En 1885-1886 j’ai collaboré avec mon regretté maître le général Faidherbe à un ouvrage intitulé Langues sénégalaises, comprenant l’étude du wolof, de l’arabe-hassania, du sonni-nké et du serère (Leroux, Paris, 1886). J’ai sans difficulté réussi à me convaincre que le sonni-nké est un dialecte mandé dans lequel rentrent en outre dans la proportion de 25 pour 100 des mots arabes et poular. Ce contact avec les Arabes et les Foulbé prouve que c’est dans le Bakhounou (l’ancien Baghéna) et sur le cours moyen du Niger que les Sonni-nké ont dû vivre avec les Arabes et les Foulbé. Ce qui tendrait encore à le prouver, c’est que le shetou, parlé à Tichit, près de l’Adrar, et dont Barth a donné un spécimen dans la Zeitschrift der Deutschen Morgenländischen Gesellschaft, t.

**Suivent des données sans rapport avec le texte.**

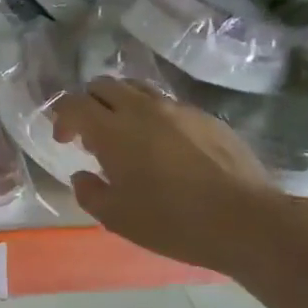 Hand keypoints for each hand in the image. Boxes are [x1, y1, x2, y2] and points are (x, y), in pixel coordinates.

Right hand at [52, 77, 289, 271]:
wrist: (246, 220)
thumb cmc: (173, 222)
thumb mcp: (117, 218)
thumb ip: (90, 192)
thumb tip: (82, 175)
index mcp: (113, 130)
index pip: (74, 103)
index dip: (62, 117)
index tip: (64, 140)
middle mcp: (142, 109)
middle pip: (104, 85)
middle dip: (89, 103)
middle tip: (91, 135)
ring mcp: (178, 109)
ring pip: (137, 88)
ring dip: (121, 104)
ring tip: (126, 135)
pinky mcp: (206, 117)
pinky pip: (168, 104)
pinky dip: (153, 115)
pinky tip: (164, 147) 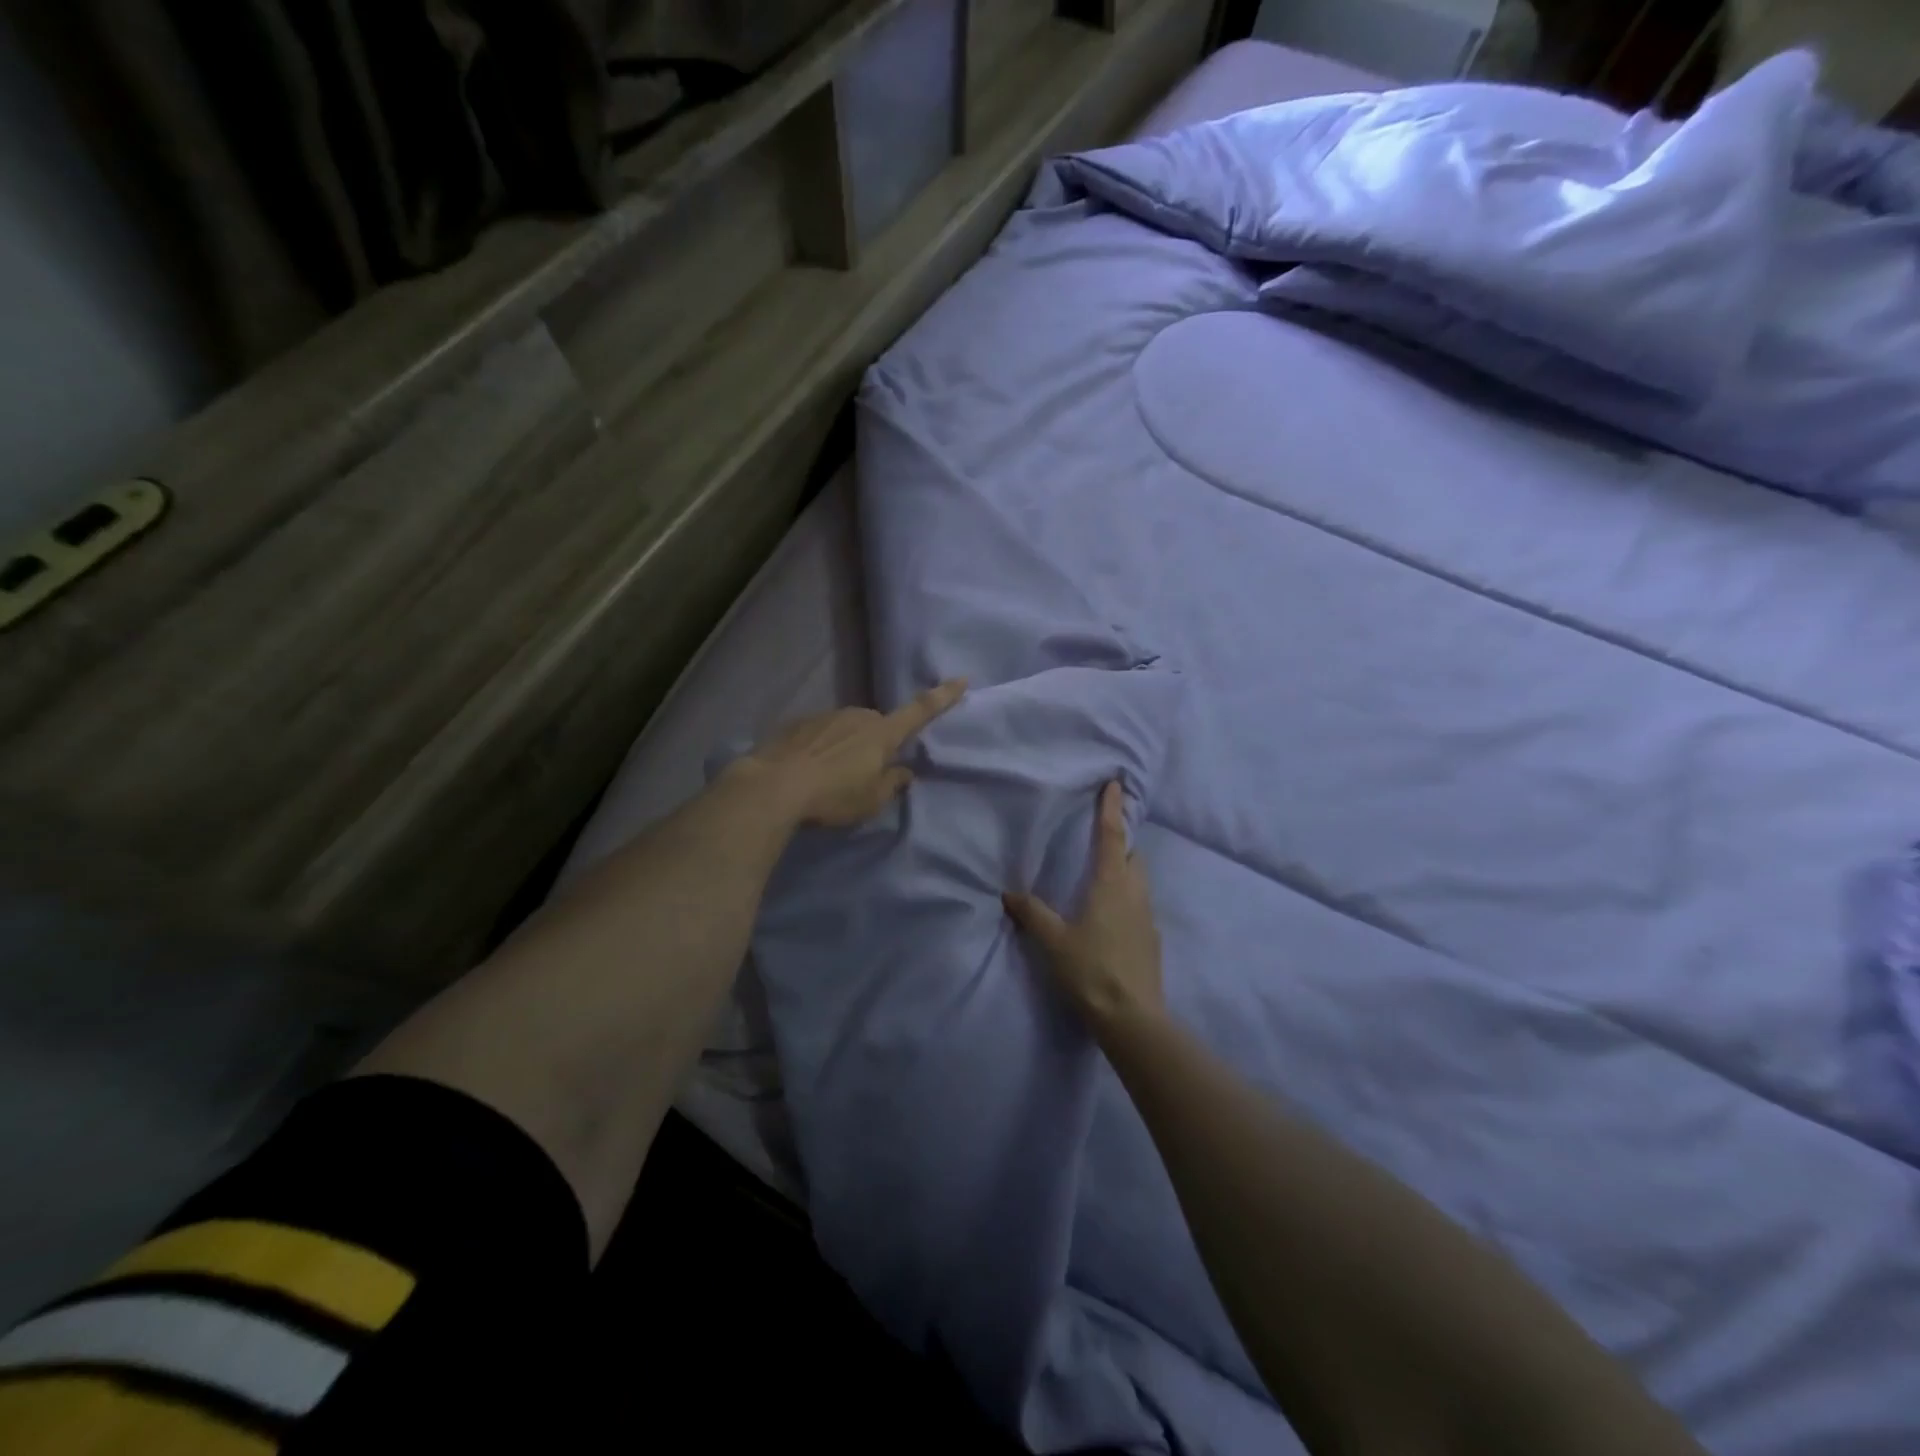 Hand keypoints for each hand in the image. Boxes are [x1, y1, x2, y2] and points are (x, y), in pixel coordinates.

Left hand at [740, 679, 966, 827]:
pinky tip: (808, 770)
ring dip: (847, 746)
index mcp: (882, 733)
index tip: (961, 679)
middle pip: (878, 725)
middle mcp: (858, 716)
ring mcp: (827, 716)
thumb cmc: (833, 796)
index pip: (920, 711)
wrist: (773, 786)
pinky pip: (821, 734)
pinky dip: (821, 748)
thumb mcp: (871, 800)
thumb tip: (903, 771)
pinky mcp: (799, 724)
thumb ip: (892, 783)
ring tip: (831, 777)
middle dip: (877, 742)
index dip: (942, 697)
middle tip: (865, 774)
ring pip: (848, 728)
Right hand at [1005, 781, 1163, 1028]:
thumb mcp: (1053, 940)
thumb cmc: (1090, 970)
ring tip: (1101, 876)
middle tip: (1101, 838)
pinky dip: (1126, 898)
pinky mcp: (1151, 940)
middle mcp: (1136, 894)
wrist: (1132, 1018)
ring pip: (1139, 881)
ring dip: (1125, 870)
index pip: (1113, 836)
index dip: (1111, 809)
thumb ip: (1032, 913)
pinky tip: (1108, 917)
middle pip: (1133, 856)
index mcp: (1112, 884)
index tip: (1115, 783)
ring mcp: (1148, 918)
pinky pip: (1139, 906)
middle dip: (1121, 842)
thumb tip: (1009, 892)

IX, 1855, p. 846 et 847), n’est autre chose qu’un dialecte sonni-nké. Cette note est intitulée : Der verlorene Sohn in der Sprache von Shetun ku Sefe oder der Azarareye Sprache.
Ce qui est certain, et Barth est formel sous ce rapport avec El-Bekri, c’est que les Wakoré (Mandé), comme ils les appellent, constituaient l’élément principal de la population du renommé royaume de Ghanata (Baghéna)[71].

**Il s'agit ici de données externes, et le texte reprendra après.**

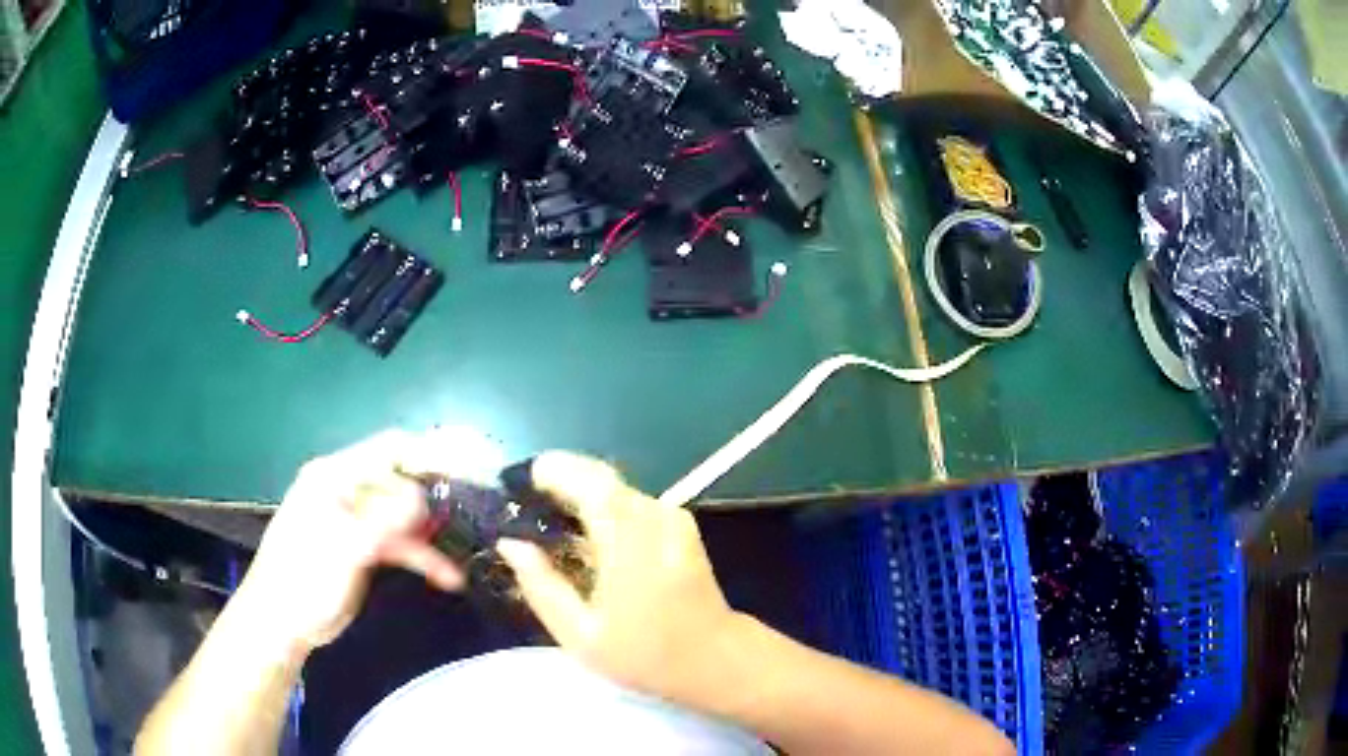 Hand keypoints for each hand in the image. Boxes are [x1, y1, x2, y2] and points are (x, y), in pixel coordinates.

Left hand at [233, 430, 464, 655]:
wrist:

Se trouvant dans une région aussi près de celle des Maures et des Foulbé, il n’est donc point extraordinaire que les familles régnantes ou dirigeantes appartenaient ou étaient mélangées de sang peul. En tenant compte de cette promiscuité d’éléments nègres, berbères, arabes ou peul, il est facile de comprendre pourquoi Léon l’Africain dit en parlant de leur origine : della stirpe di Libya, et que cet historien les fait correspondre aux Leucoæthiopes de Ptolémée[72].

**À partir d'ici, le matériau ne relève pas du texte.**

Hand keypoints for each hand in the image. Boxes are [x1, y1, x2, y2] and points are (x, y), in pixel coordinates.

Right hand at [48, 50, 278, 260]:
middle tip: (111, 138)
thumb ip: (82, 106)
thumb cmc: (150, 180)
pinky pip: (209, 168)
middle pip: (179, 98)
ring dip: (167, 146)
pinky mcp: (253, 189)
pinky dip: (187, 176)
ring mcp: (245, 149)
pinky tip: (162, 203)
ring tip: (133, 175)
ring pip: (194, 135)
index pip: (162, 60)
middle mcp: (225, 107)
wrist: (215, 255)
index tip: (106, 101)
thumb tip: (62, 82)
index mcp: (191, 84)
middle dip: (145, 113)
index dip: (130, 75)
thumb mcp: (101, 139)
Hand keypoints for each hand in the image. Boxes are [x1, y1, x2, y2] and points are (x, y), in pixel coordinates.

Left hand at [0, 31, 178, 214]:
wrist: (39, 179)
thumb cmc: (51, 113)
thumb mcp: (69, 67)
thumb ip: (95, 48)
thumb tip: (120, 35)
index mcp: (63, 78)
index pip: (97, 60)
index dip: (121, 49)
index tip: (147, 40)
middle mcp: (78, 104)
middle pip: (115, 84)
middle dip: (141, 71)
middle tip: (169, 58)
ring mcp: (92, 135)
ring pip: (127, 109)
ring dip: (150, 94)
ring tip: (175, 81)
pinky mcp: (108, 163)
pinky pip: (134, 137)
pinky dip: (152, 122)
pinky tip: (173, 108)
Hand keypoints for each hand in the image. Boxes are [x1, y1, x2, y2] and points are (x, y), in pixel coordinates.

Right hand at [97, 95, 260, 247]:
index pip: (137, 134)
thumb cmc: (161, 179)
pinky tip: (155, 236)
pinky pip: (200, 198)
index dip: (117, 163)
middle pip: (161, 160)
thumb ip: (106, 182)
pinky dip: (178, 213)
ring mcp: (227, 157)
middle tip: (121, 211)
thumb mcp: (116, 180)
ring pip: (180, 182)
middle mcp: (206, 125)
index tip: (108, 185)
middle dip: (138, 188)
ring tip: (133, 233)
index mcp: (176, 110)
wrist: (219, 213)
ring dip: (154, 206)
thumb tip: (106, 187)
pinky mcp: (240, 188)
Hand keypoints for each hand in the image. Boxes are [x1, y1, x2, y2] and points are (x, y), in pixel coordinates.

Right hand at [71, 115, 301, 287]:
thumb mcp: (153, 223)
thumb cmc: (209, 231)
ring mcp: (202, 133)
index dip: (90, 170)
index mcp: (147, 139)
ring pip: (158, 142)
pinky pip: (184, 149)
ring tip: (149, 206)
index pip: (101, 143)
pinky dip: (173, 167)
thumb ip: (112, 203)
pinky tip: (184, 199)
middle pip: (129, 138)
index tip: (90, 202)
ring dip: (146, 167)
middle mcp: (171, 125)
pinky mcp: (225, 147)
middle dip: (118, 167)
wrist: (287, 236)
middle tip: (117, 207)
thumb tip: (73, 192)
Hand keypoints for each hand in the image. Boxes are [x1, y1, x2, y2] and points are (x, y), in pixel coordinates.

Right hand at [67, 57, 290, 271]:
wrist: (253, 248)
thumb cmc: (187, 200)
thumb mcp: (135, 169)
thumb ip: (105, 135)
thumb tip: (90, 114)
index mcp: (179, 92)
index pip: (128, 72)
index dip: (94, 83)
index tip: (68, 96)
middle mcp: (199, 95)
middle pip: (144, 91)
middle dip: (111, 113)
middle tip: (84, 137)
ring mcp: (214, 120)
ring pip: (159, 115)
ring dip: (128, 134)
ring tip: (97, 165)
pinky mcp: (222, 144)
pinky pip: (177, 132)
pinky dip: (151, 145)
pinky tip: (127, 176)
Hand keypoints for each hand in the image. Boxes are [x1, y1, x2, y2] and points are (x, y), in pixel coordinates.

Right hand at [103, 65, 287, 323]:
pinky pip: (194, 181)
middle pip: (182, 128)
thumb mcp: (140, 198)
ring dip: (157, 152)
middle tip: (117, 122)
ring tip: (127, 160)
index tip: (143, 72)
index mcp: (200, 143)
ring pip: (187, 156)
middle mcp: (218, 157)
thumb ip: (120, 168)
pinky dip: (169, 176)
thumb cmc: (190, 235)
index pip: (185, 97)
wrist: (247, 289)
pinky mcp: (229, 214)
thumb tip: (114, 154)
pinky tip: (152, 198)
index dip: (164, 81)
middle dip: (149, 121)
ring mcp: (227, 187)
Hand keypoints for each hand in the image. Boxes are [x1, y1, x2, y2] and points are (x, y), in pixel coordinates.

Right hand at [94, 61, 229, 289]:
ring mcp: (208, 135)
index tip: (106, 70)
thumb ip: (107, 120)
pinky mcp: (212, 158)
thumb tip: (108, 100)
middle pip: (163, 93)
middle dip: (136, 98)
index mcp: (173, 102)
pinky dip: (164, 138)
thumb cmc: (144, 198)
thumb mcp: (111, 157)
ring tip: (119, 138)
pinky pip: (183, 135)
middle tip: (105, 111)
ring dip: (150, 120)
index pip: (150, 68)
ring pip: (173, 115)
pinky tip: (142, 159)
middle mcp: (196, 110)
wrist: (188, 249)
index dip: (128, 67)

De ce que nous venons de dire, il ressort clairement que le Ghanata était habité par des Wakoré (Mandé), et que, d’après nos propres recherches, leurs noms de familles, titre de roi, etc., se retrouvent actuellement sans altération dans la famille des Sonni-nké[73].
Il est aussi certain qu’à cette époque cette famille ne portait pas encore le nom de Sonni-nké.
En 1607, El-Békri, après avoir cité Ouqaïmagha, parle de Tonka-Ménin et d’un autre chef nommé Kanda, ce qui prouve que les Wakoré, qui étaient fonctionnaires à la cour de ce premier chef, sont arrivés peu d’années après au pouvoir ; ils devaient même encore y être en 1076 au moment de la conquête du Ghanata par les Senhadja. El-Békri ajoute qu’à la suite de cette conquête une grande partie de la population est forcée par les Merabétin d’embrasser l’islamisme, ainsi que de nombreux districts nègres voisins.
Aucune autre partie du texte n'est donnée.